BEGIN Source records

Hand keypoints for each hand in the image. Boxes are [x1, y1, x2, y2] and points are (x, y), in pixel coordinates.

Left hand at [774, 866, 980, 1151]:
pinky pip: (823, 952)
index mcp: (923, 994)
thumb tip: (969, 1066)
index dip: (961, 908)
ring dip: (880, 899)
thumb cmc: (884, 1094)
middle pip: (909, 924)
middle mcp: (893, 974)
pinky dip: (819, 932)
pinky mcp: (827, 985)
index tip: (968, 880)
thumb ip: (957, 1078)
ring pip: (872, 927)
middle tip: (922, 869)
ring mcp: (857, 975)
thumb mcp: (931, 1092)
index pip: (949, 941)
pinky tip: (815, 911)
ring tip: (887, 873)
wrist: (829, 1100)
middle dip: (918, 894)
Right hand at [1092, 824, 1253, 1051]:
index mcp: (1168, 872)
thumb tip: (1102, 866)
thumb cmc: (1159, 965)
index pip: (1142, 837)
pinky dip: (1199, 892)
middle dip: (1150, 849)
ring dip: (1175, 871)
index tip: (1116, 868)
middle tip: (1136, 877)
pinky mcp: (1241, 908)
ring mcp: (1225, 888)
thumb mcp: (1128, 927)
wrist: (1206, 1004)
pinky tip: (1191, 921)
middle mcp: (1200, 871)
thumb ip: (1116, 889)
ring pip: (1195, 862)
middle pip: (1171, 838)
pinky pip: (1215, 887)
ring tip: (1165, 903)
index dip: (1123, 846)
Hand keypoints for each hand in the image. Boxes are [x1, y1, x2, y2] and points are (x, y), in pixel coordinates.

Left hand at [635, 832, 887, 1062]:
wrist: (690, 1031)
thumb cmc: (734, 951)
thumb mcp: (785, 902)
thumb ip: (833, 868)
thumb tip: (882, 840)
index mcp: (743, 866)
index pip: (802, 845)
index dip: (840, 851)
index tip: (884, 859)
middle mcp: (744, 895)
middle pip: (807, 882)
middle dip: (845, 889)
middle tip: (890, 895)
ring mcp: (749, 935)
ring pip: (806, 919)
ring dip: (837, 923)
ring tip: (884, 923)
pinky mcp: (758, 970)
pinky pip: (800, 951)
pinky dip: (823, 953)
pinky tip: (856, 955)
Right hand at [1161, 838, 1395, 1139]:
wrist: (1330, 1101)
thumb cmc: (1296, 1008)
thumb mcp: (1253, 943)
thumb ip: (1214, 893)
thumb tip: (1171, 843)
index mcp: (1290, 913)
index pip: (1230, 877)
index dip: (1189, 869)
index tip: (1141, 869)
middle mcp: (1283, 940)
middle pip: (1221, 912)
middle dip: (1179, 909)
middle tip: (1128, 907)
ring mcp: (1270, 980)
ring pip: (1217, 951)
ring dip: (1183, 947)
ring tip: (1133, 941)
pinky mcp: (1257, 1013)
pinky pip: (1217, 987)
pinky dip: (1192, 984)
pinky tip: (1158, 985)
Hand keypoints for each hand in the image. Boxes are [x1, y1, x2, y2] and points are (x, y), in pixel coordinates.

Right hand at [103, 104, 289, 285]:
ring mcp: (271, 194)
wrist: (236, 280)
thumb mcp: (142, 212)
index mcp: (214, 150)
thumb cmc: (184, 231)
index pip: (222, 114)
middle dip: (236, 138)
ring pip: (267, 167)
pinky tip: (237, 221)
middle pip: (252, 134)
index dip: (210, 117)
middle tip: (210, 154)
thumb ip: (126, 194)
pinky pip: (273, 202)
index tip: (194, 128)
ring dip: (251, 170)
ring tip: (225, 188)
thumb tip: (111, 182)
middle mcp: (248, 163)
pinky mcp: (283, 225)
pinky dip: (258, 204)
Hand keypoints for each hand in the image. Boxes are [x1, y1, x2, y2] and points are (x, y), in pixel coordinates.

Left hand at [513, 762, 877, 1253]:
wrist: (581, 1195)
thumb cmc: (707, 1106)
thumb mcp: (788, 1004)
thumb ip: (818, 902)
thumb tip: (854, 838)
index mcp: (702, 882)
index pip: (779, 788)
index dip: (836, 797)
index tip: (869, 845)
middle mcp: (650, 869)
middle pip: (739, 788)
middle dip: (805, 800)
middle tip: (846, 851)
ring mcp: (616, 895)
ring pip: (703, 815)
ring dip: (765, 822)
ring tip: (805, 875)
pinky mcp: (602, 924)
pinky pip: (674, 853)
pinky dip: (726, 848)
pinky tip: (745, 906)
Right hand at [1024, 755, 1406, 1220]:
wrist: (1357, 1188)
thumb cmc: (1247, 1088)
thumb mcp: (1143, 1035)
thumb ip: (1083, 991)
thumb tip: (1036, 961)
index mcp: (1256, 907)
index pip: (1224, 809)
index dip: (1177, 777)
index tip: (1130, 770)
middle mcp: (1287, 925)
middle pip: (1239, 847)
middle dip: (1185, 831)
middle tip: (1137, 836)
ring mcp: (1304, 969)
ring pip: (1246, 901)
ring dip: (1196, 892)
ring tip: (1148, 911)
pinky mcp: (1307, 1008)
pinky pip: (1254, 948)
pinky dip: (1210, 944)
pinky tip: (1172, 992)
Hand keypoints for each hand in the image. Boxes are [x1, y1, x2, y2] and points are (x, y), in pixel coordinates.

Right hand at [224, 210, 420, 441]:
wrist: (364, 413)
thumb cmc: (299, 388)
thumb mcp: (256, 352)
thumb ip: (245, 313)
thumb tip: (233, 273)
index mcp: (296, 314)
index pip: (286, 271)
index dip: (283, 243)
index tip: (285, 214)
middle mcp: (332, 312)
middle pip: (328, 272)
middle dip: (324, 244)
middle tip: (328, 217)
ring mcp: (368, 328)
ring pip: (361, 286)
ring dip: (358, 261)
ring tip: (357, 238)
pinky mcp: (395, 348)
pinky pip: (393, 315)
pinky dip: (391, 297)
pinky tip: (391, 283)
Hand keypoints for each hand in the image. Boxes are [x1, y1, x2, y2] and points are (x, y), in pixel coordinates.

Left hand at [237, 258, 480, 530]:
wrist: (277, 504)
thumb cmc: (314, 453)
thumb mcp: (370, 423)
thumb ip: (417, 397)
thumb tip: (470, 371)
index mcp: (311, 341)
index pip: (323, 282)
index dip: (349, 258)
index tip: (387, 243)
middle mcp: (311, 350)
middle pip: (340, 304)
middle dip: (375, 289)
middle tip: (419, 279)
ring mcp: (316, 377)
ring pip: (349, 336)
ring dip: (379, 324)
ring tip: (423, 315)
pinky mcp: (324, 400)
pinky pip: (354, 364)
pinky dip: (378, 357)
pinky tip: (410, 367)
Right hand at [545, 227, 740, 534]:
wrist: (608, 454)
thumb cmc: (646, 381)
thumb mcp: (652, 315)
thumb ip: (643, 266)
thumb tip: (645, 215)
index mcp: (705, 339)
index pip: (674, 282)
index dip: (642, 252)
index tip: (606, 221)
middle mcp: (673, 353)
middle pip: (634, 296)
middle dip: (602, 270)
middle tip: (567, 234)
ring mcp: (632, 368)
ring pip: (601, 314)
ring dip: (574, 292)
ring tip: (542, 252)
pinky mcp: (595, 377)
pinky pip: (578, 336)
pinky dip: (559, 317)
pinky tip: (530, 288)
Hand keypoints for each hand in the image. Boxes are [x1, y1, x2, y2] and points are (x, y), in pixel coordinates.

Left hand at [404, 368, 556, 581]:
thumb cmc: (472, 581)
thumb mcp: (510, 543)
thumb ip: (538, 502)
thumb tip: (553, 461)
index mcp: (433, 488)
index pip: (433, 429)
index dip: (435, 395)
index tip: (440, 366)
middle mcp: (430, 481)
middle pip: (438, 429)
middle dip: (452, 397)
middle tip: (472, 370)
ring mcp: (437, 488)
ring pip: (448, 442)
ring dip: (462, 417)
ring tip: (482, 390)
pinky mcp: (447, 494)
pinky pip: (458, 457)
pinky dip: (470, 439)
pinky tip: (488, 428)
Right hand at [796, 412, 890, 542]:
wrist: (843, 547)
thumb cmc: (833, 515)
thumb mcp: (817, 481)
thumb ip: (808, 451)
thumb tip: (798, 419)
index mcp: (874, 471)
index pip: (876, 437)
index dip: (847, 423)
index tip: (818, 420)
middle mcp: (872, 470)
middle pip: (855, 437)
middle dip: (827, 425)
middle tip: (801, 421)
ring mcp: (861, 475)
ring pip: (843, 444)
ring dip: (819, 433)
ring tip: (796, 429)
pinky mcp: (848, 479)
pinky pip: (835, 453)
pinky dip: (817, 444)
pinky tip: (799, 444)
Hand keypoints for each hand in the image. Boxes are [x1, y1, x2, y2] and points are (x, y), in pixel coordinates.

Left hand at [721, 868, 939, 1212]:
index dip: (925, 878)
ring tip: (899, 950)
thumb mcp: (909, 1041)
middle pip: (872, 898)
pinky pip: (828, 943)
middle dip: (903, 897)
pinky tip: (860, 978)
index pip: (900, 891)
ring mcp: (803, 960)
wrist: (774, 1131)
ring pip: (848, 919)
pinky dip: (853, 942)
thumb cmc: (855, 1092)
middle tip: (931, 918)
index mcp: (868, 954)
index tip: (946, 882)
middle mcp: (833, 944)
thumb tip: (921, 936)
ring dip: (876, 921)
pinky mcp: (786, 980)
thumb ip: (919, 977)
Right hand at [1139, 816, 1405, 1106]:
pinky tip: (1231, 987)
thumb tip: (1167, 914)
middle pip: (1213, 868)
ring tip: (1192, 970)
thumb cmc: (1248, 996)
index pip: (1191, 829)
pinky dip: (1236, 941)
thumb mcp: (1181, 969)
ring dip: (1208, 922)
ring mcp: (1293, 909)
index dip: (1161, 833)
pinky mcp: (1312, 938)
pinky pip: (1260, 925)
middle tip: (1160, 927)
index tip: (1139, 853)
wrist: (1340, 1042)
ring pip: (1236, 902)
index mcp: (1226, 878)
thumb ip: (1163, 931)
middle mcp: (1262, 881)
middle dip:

END Source records

The task: Where a line of the listing includes the word "Right", it counts; say how many such lines there are and nothing more.

Response for this exercise: 8